Data extract Start Marker
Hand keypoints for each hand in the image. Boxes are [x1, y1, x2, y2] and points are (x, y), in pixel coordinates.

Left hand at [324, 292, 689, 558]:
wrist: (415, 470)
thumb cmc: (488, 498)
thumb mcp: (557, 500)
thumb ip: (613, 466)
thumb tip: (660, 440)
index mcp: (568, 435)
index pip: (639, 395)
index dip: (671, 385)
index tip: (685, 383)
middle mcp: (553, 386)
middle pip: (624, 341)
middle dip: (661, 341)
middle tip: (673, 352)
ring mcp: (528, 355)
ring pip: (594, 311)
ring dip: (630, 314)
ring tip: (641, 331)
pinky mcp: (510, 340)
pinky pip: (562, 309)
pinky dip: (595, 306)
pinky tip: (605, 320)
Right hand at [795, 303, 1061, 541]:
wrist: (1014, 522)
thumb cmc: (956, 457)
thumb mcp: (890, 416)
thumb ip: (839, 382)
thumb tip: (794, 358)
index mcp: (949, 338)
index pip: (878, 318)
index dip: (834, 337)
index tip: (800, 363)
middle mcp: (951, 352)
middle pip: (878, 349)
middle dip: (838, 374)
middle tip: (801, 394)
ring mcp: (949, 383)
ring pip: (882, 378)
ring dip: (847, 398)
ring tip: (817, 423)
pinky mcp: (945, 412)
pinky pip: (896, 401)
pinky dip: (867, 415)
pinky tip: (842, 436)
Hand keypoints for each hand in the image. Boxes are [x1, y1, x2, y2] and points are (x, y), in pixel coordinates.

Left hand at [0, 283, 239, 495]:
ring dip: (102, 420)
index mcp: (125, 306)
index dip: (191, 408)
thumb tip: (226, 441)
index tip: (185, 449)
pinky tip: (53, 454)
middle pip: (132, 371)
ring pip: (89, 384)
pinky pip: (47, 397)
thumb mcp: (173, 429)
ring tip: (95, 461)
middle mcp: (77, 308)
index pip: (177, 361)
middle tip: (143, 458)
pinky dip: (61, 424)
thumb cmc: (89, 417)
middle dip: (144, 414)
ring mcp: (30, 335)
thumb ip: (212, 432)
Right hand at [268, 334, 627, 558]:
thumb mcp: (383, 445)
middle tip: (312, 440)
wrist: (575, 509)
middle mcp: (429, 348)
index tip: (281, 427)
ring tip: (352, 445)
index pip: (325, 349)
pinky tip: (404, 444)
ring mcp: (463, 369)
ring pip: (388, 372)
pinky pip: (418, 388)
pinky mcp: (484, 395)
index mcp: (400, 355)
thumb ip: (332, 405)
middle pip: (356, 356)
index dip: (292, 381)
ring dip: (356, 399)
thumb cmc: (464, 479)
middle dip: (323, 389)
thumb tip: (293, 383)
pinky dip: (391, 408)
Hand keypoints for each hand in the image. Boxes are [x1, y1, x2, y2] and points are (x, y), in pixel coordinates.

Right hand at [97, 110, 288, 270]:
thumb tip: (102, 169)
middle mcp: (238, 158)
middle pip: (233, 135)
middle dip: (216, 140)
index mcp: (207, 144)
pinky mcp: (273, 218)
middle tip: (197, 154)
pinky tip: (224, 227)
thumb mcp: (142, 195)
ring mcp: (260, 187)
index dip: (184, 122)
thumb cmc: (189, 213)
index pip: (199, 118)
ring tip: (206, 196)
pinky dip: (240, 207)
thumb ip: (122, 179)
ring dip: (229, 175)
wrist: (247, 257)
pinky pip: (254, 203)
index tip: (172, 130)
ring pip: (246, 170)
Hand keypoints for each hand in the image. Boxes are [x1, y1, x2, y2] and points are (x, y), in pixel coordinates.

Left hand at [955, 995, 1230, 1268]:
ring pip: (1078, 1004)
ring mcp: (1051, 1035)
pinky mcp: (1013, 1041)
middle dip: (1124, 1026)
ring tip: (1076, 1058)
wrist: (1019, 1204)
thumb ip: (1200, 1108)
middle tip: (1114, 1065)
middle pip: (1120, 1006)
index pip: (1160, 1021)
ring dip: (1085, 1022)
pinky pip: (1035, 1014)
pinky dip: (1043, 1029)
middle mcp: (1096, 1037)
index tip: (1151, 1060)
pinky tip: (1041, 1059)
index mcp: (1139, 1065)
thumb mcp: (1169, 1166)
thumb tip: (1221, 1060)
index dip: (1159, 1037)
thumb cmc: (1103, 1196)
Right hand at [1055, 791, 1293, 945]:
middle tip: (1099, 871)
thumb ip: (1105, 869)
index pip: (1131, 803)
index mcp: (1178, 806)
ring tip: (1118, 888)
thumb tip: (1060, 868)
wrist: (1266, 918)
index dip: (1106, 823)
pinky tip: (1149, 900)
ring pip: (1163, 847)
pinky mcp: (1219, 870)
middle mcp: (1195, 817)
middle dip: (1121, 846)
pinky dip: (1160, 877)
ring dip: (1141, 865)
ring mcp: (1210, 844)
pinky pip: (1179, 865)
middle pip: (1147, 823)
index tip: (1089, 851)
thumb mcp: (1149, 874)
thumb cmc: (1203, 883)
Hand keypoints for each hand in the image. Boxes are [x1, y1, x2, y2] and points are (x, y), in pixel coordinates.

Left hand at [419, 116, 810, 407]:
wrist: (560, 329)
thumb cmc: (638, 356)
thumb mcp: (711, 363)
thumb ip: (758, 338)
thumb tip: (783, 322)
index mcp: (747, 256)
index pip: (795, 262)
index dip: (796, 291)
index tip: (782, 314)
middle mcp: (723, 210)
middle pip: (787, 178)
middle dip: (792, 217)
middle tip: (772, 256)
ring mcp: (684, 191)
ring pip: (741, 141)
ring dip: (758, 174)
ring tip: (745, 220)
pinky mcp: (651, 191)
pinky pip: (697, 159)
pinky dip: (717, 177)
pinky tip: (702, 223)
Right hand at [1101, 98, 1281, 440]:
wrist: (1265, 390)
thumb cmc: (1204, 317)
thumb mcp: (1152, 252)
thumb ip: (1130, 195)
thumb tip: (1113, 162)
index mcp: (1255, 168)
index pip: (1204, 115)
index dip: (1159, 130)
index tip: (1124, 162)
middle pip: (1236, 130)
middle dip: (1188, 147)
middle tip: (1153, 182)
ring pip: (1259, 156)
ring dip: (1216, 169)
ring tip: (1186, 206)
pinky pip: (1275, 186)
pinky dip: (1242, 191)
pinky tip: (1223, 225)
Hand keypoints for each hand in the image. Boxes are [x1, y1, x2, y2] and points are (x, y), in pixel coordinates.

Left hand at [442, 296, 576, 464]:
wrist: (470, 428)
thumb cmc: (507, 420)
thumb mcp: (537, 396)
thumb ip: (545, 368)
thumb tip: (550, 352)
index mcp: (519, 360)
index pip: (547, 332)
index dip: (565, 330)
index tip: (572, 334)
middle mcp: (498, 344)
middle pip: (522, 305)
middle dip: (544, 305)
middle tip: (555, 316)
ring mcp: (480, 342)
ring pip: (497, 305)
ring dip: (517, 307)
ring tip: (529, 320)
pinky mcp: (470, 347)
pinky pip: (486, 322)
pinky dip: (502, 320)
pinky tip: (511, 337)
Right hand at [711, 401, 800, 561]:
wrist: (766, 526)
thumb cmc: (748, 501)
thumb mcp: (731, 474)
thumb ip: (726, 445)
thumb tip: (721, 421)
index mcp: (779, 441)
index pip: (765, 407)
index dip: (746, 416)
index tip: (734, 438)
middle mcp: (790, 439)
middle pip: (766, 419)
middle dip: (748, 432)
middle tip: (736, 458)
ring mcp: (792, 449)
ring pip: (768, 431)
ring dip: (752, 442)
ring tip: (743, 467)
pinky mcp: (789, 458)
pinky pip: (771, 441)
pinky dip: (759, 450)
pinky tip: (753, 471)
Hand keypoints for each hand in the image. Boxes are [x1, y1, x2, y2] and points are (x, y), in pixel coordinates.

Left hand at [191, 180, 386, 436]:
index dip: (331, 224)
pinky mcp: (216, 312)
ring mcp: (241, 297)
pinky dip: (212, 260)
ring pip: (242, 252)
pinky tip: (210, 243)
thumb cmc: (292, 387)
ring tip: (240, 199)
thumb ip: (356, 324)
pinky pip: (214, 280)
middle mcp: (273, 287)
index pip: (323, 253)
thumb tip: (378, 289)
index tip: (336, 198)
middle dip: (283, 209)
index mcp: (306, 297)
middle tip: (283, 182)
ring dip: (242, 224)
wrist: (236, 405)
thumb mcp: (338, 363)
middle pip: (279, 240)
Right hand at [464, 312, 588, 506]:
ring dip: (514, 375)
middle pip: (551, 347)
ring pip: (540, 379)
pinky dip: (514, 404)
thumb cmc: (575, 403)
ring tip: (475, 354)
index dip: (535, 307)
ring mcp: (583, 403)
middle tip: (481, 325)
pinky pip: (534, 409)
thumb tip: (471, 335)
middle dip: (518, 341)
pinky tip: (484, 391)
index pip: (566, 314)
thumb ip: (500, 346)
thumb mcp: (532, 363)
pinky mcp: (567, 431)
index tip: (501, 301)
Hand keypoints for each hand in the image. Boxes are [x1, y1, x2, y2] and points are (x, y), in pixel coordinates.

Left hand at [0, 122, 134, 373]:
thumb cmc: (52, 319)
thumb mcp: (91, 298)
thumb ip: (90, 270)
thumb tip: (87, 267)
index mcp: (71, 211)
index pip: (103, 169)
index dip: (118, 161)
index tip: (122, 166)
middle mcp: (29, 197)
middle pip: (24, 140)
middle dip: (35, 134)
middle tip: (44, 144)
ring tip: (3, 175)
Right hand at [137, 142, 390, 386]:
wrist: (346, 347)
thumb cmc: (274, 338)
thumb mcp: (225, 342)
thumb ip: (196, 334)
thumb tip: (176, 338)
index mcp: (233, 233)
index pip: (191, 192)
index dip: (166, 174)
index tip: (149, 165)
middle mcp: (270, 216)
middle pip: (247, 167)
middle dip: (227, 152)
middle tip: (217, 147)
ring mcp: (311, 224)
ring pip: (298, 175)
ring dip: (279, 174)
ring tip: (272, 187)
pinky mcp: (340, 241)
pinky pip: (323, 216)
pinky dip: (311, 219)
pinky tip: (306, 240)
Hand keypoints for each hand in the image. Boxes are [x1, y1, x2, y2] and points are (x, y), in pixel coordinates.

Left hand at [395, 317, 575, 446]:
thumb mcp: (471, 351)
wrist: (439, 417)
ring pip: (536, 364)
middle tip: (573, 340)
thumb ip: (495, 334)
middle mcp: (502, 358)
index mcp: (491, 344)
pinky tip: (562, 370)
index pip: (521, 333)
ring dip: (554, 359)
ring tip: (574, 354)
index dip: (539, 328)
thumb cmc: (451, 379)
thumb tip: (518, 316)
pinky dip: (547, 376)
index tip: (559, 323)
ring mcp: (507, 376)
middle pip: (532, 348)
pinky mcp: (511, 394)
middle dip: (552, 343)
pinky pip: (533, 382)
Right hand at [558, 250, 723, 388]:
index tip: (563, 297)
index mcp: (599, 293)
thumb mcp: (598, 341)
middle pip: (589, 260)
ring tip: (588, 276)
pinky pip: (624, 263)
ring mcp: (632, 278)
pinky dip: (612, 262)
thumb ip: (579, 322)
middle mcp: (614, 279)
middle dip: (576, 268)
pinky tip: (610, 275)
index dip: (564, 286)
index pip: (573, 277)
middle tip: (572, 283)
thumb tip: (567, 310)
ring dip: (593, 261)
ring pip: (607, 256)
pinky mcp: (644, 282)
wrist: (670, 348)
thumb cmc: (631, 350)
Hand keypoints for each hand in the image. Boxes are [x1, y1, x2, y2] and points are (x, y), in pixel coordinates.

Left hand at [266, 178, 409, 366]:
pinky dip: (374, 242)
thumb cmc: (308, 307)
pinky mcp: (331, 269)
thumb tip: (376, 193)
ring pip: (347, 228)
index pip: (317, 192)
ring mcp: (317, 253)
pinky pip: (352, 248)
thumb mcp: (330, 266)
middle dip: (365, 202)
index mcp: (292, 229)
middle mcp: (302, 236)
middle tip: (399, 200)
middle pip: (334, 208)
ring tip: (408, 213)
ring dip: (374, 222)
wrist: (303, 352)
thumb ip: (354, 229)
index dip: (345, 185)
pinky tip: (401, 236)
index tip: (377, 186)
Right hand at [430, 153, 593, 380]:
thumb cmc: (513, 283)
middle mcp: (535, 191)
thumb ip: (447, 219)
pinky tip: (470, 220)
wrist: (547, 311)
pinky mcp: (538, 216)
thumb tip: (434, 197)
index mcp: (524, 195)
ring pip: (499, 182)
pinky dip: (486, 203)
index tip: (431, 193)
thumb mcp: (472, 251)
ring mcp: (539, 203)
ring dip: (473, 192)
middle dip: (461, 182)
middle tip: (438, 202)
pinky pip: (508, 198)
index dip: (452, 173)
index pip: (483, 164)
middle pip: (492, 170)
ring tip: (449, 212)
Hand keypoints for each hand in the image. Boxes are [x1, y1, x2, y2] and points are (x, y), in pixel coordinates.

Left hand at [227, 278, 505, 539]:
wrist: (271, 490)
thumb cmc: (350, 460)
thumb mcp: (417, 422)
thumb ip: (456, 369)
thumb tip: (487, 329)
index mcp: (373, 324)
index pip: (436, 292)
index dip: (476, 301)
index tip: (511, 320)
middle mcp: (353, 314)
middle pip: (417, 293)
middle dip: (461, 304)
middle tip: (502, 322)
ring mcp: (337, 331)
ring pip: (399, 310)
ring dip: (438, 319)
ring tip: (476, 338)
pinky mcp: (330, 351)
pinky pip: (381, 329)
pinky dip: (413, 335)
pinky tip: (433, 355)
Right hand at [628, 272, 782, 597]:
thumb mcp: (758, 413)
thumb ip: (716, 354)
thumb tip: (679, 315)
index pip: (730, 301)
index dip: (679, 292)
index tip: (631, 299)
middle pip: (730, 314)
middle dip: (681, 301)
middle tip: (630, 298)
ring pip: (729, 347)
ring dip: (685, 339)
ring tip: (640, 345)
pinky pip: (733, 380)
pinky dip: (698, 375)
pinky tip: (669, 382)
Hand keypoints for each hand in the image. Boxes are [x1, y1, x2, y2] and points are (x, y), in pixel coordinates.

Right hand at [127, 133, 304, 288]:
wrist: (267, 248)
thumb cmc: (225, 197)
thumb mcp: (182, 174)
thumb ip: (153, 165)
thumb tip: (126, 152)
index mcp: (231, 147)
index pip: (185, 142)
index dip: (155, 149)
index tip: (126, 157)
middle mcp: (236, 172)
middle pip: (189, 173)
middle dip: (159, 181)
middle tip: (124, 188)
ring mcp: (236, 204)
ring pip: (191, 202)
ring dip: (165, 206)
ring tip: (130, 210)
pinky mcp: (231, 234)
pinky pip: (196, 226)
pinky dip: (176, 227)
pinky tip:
Data extract End Marker
(Problem to solve): Could you copy every line from the records that has "Right" in it?

(Result of this exercise):
Right hand at [795, 303, 1061, 541]:
Right hand at [268, 334, 627, 558]:
Right hand at [97, 110, 288, 270]:
Right hand at [1055, 791, 1293, 945]:
Right hand at [1101, 98, 1281, 440]:
Right hand at [711, 401, 800, 561]:
Right hand at [464, 312, 588, 506]:
Right hand at [137, 142, 390, 386]:
Right hand at [558, 250, 723, 388]:
Right hand at [430, 153, 593, 380]:
Right hand at [628, 272, 782, 597]:
Right hand at [127, 133, 304, 288]:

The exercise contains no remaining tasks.